**Stored data entries:**
::::

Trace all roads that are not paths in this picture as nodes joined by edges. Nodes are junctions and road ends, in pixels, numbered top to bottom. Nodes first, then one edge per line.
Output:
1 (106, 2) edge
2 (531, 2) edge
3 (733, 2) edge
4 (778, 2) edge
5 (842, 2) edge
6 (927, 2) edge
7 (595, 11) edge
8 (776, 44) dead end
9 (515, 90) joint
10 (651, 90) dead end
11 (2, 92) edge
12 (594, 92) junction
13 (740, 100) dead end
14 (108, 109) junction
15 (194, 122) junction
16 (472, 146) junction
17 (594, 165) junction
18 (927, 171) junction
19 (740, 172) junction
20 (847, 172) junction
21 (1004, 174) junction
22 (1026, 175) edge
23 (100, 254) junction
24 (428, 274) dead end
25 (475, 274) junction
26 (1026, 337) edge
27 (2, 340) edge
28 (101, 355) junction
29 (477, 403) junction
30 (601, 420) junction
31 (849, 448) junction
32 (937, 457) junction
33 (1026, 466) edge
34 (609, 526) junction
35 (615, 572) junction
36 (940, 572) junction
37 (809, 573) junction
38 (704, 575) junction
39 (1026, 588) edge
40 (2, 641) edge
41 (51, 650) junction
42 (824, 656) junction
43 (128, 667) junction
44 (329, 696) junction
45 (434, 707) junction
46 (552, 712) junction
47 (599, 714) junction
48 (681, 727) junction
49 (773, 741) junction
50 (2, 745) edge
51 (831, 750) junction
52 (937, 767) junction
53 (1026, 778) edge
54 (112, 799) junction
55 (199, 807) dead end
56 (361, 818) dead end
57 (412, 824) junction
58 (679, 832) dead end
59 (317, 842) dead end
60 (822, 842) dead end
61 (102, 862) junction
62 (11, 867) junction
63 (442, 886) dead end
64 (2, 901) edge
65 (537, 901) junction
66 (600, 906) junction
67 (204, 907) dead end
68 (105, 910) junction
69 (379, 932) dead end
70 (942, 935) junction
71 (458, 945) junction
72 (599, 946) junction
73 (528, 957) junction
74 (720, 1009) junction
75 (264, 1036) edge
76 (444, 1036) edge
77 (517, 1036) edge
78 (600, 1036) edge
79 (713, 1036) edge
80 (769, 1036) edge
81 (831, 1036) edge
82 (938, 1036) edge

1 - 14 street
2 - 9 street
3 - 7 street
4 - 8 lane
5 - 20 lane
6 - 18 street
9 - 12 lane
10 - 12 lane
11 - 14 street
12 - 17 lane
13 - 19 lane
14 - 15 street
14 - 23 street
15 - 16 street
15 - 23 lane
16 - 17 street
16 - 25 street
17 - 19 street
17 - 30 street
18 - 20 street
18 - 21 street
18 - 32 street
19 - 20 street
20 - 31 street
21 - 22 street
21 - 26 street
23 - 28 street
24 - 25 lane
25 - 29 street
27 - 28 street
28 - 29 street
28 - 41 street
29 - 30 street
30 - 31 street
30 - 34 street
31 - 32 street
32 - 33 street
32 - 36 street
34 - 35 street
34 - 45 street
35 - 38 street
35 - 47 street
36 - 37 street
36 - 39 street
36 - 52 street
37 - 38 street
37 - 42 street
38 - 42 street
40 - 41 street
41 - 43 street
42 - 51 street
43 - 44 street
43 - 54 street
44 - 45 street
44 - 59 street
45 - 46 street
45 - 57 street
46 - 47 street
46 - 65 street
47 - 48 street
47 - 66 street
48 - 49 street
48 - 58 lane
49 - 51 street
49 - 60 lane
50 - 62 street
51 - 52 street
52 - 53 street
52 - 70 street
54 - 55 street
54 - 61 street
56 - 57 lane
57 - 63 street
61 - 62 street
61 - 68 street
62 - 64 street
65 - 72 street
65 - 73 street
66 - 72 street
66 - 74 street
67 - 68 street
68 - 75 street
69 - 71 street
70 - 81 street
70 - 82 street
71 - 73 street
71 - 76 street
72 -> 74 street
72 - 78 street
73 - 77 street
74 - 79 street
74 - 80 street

::::

**EXERCISE INSTRUCTIONS:** When the entries above show the word "dead" in a line, copy that line out.

**TASK ANSWER:**
8 (776, 44) dead end
10 (651, 90) dead end
13 (740, 100) dead end
24 (428, 274) dead end
55 (199, 807) dead end
56 (361, 818) dead end
58 (679, 832) dead end
59 (317, 842) dead end
60 (822, 842) dead end
63 (442, 886) dead end
67 (204, 907) dead end
69 (379, 932) dead end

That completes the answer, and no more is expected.